Das Hermannstädter Puppentheater wurde 1949 – damals unter dem Namen „Licurici“ (Glühwürmchen) als subventionierte Einrichtung des Staatstheaters – keinesfalls aus dem Nichts heraus gegründet. Schon 1947 hatten drei Frauen, Ilse Neumann, Hedda Göckel und Hedwig Szaunig, die Idee, ein Puppentheater zu gründen. 1948 führten sie gemeinsam im Musikvereinssaal (heute Hermania-Restaurant) Auf der Kleinen Erde (heute Filarmonicii) zwei Kasperlestücke auf.

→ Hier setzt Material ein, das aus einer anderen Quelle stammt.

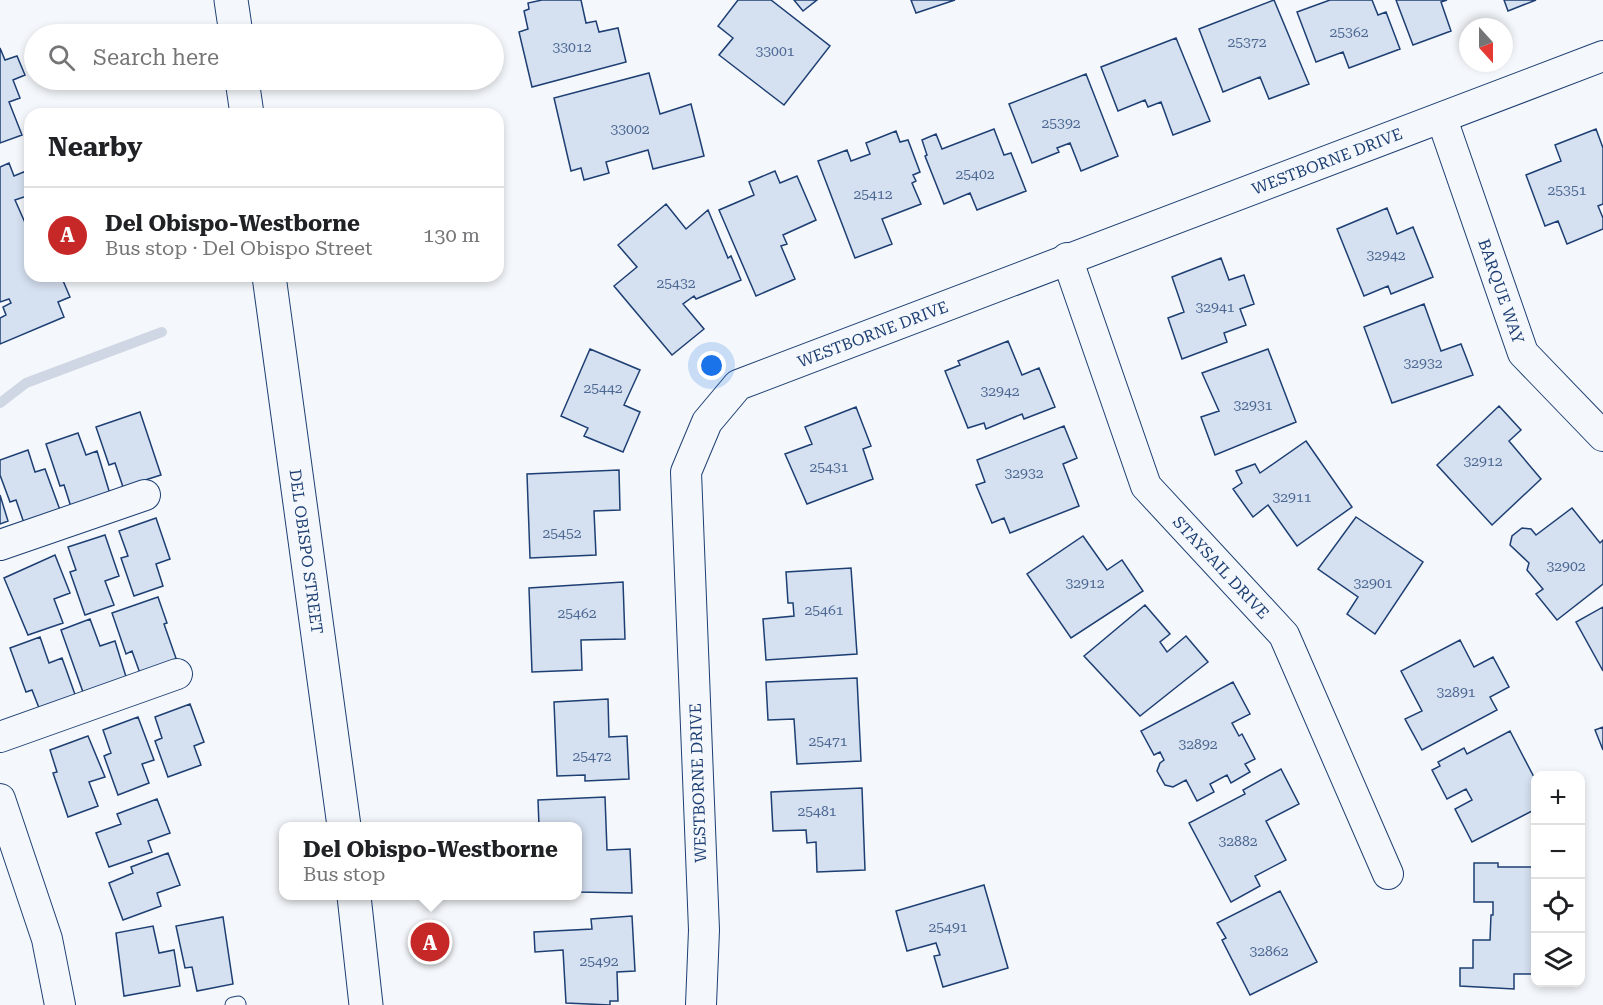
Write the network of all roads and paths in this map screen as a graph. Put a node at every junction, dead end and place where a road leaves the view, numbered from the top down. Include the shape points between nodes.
1 (231, 0) edge
2 (235, 24) edge
3 (1603, 56) edge
4 (243, 90) edge
5 (246, 108) edge
6 (1442, 119) junction
7 (1067, 258) junction
8 (270, 282) edge
9 (1603, 436) edge
10 (145, 495) dead end
11 (0, 545) edge
12 (177, 674) dead end
13 (0, 737) edge
14 (0, 799) edge
15 (343, 822) edge
16 (1388, 874) dead end
17 (354, 900) edge
18 (60, 1005) edge
19 (366, 1005) edge
20 (701, 1005) edge

1 - 2 main road
3 - 6 street, WESTBORNE DRIVE
4 - 5 main road
6 - 7 street, WESTBORNE DRIVE
6 - 9 street, BARQUE WAY via 1523,353
7 - 16 street, STAYSAIL DRIVE via 1146,486 1284,635
7 - 20 street, WESTBORNE DRIVE via 738,385 707,422 686,472 704,930
8 - 15 main road, DEL OBISPO STREET
10 - 11 street
12 - 13 street
14 - 18 street via 47,939
17 - 19 main road

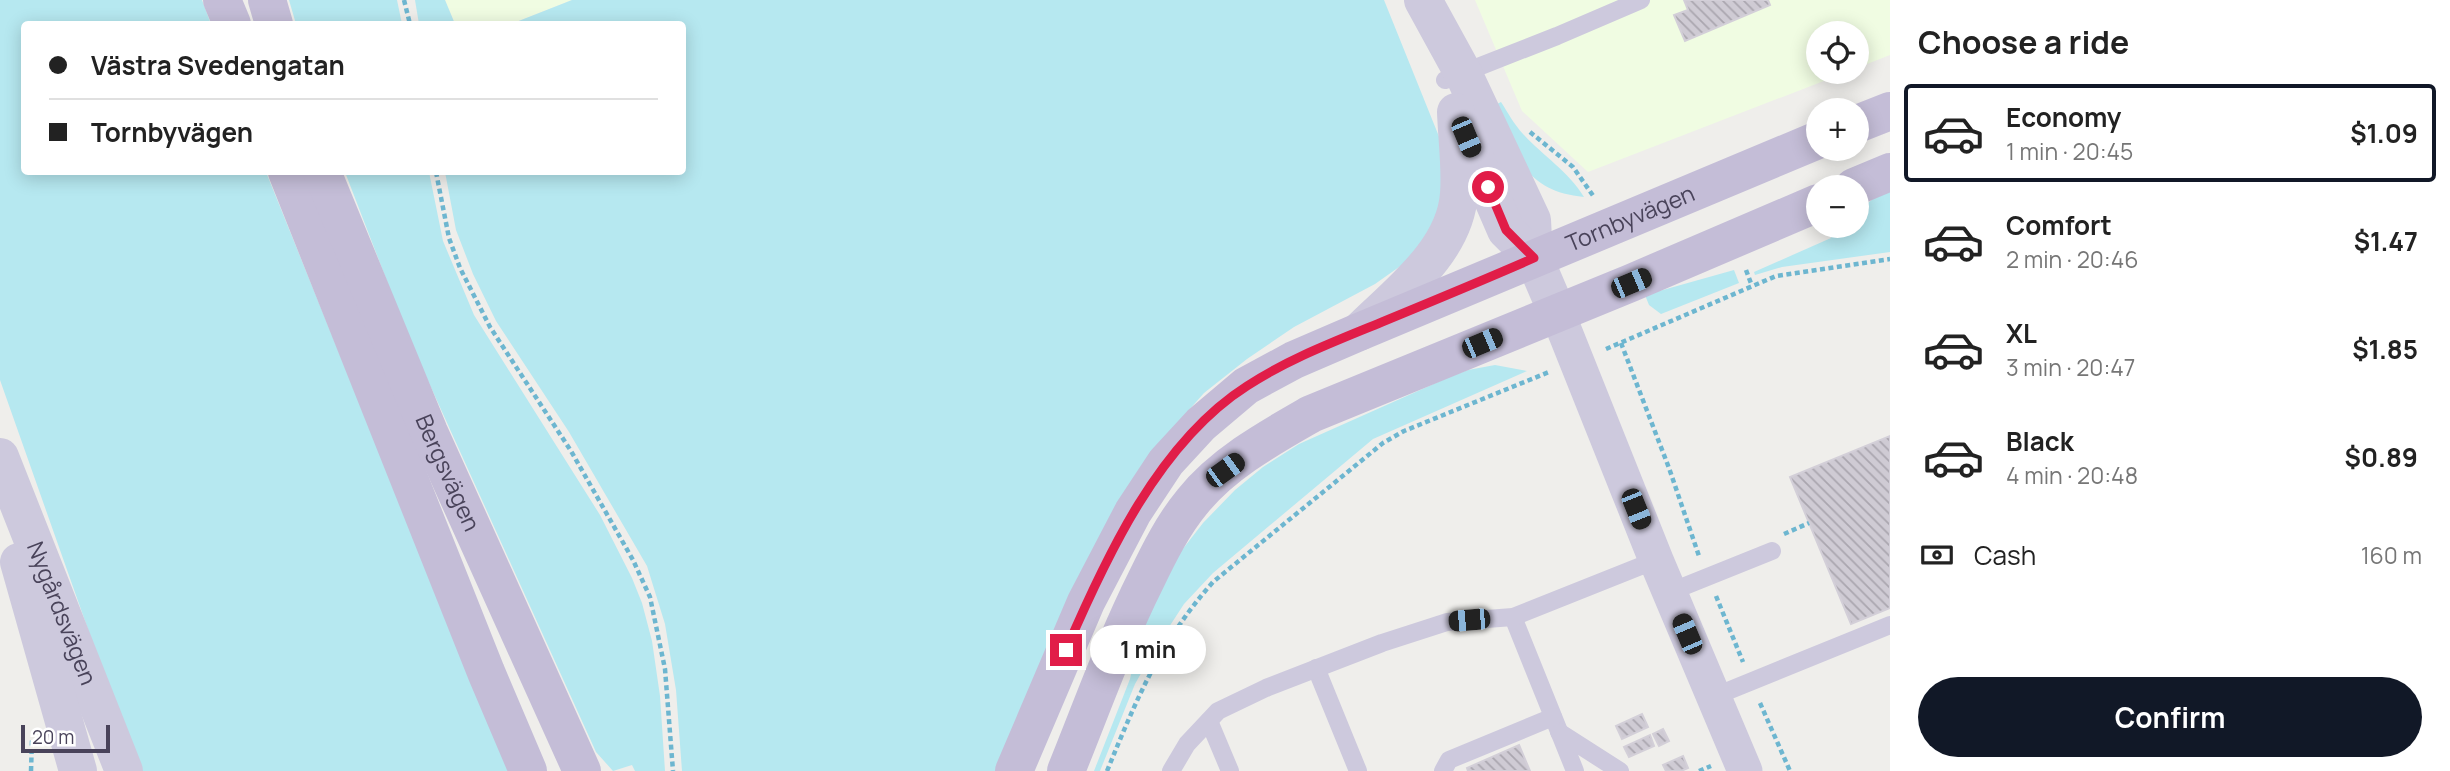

Die drei Frauen seien ihre Vorbilder in Sachen Puppentheater gewesen, sagte Lilly Krauss-Kalmár in einem Gespräch mit der Hermannstädter Zeitung anlässlich ihres 90. Geburtstags am 4. Dezember 2013. Sie selbst war 1956 zum Puppentheater gekommen und debütierte 1963 als Regisseurin mit der Inszenierung des Stücks „Was liest Fritz?“ von Karlheinz Wegener. Sie erinnert sich: „Es war eine romantische Zeit, mit abenteuerlichen Ausfahrten, es herrschte Aufbruchstimmung.“
Ein Herz und eine Seele: Lilly Krauss-Kalmár mit ...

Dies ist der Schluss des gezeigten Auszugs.